▶ DATASET CONTENT
---

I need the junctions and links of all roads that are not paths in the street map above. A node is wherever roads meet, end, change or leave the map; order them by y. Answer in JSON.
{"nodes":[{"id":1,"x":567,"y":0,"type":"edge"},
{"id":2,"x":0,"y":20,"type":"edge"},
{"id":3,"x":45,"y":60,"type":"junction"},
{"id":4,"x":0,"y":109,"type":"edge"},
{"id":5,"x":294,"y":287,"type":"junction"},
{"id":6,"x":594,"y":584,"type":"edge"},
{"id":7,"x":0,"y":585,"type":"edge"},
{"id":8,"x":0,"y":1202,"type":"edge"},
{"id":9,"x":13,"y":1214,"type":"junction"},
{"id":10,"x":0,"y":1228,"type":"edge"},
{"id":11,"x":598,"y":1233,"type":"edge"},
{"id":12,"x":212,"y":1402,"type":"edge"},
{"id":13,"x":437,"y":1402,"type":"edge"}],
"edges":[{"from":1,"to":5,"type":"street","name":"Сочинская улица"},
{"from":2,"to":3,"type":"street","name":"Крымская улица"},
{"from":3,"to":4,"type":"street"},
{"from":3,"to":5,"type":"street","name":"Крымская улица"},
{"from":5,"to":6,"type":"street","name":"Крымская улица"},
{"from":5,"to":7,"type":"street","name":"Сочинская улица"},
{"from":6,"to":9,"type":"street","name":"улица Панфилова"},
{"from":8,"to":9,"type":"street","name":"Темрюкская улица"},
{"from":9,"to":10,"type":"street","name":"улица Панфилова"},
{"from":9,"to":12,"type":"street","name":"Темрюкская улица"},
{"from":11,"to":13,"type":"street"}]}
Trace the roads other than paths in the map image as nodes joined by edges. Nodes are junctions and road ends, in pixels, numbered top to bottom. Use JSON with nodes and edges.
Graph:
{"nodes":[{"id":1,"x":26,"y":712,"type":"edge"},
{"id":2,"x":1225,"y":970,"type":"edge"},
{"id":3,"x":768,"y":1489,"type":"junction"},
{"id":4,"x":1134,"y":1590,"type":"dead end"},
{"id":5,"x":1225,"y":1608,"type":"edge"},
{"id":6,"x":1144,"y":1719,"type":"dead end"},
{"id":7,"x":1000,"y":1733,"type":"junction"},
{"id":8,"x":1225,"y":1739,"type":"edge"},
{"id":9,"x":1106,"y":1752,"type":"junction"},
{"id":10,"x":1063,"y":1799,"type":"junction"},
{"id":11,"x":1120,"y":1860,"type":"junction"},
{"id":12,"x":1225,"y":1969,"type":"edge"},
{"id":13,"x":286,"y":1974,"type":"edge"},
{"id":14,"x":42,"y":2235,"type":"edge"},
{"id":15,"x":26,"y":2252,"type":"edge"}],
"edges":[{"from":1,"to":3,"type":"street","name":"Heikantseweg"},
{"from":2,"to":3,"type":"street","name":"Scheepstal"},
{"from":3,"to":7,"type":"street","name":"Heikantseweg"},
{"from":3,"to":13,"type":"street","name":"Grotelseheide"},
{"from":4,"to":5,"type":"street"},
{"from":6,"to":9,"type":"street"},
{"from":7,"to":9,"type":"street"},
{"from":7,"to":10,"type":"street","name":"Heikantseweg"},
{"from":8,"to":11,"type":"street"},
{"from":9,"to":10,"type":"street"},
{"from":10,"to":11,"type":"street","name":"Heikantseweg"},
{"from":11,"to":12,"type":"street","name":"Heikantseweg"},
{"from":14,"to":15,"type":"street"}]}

---

▶ TASK INSTRUCTIONS
The whole listing above is to be transcribed exactly, line for line.

▶ RESULT OF THIS TASK
I need the junctions and links of all roads that are not paths in the street map above. A node is wherever roads meet, end, change or leave the map; order them by y. Answer in JSON.
{"nodes":[{"id":1,"x":567,"y":0,"type":"edge"},
{"id":2,"x":0,"y":20,"type":"edge"},
{"id":3,"x":45,"y":60,"type":"junction"},
{"id":4,"x":0,"y":109,"type":"edge"},
{"id":5,"x":294,"y":287,"type":"junction"},
{"id":6,"x":594,"y":584,"type":"edge"},
{"id":7,"x":0,"y":585,"type":"edge"},
{"id":8,"x":0,"y":1202,"type":"edge"},
{"id":9,"x":13,"y":1214,"type":"junction"},
{"id":10,"x":0,"y":1228,"type":"edge"},
{"id":11,"x":598,"y":1233,"type":"edge"},
{"id":12,"x":212,"y":1402,"type":"edge"},
{"id":13,"x":437,"y":1402,"type":"edge"}],
"edges":[{"from":1,"to":5,"type":"street","name":"Сочинская улица"},
{"from":2,"to":3,"type":"street","name":"Крымская улица"},
{"from":3,"to":4,"type":"street"},
{"from":3,"to":5,"type":"street","name":"Крымская улица"},
{"from":5,"to":6,"type":"street","name":"Крымская улица"},
{"from":5,"to":7,"type":"street","name":"Сочинская улица"},
{"from":6,"to":9,"type":"street","name":"улица Панфилова"},
{"from":8,"to":9,"type":"street","name":"Темрюкская улица"},
{"from":9,"to":10,"type":"street","name":"улица Панфилова"},
{"from":9,"to":12,"type":"street","name":"Темрюкская улица"},
{"from":11,"to":13,"type":"street"}]}
Trace the roads other than paths in the map image as nodes joined by edges. Nodes are junctions and road ends, in pixels, numbered top to bottom. Use JSON with nodes and edges.
Graph:
{"nodes":[{"id":1,"x":26,"y":712,"type":"edge"},
{"id":2,"x":1225,"y":970,"type":"edge"},
{"id":3,"x":768,"y":1489,"type":"junction"},
{"id":4,"x":1134,"y":1590,"type":"dead end"},
{"id":5,"x":1225,"y":1608,"type":"edge"},
{"id":6,"x":1144,"y":1719,"type":"dead end"},
{"id":7,"x":1000,"y":1733,"type":"junction"},
{"id":8,"x":1225,"y":1739,"type":"edge"},
{"id":9,"x":1106,"y":1752,"type":"junction"},
{"id":10,"x":1063,"y":1799,"type":"junction"},
{"id":11,"x":1120,"y":1860,"type":"junction"},
{"id":12,"x":1225,"y":1969,"type":"edge"},
{"id":13,"x":286,"y":1974,"type":"edge"},
{"id":14,"x":42,"y":2235,"type":"edge"},
{"id":15,"x":26,"y":2252,"type":"edge"}],
"edges":[{"from":1,"to":3,"type":"street","name":"Heikantseweg"},
{"from":2,"to":3,"type":"street","name":"Scheepstal"},
{"from":3,"to":7,"type":"street","name":"Heikantseweg"},
{"from":3,"to":13,"type":"street","name":"Grotelseheide"},
{"from":4,"to":5,"type":"street"},
{"from":6,"to":9,"type":"street"},
{"from":7,"to":9,"type":"street"},
{"from":7,"to":10,"type":"street","name":"Heikantseweg"},
{"from":8,"to":11,"type":"street"},
{"from":9,"to":10,"type":"street"},
{"from":10,"to":11,"type":"street","name":"Heikantseweg"},
{"from":11,"to":12,"type":"street","name":"Heikantseweg"},
{"from":14,"to":15,"type":"street"}]}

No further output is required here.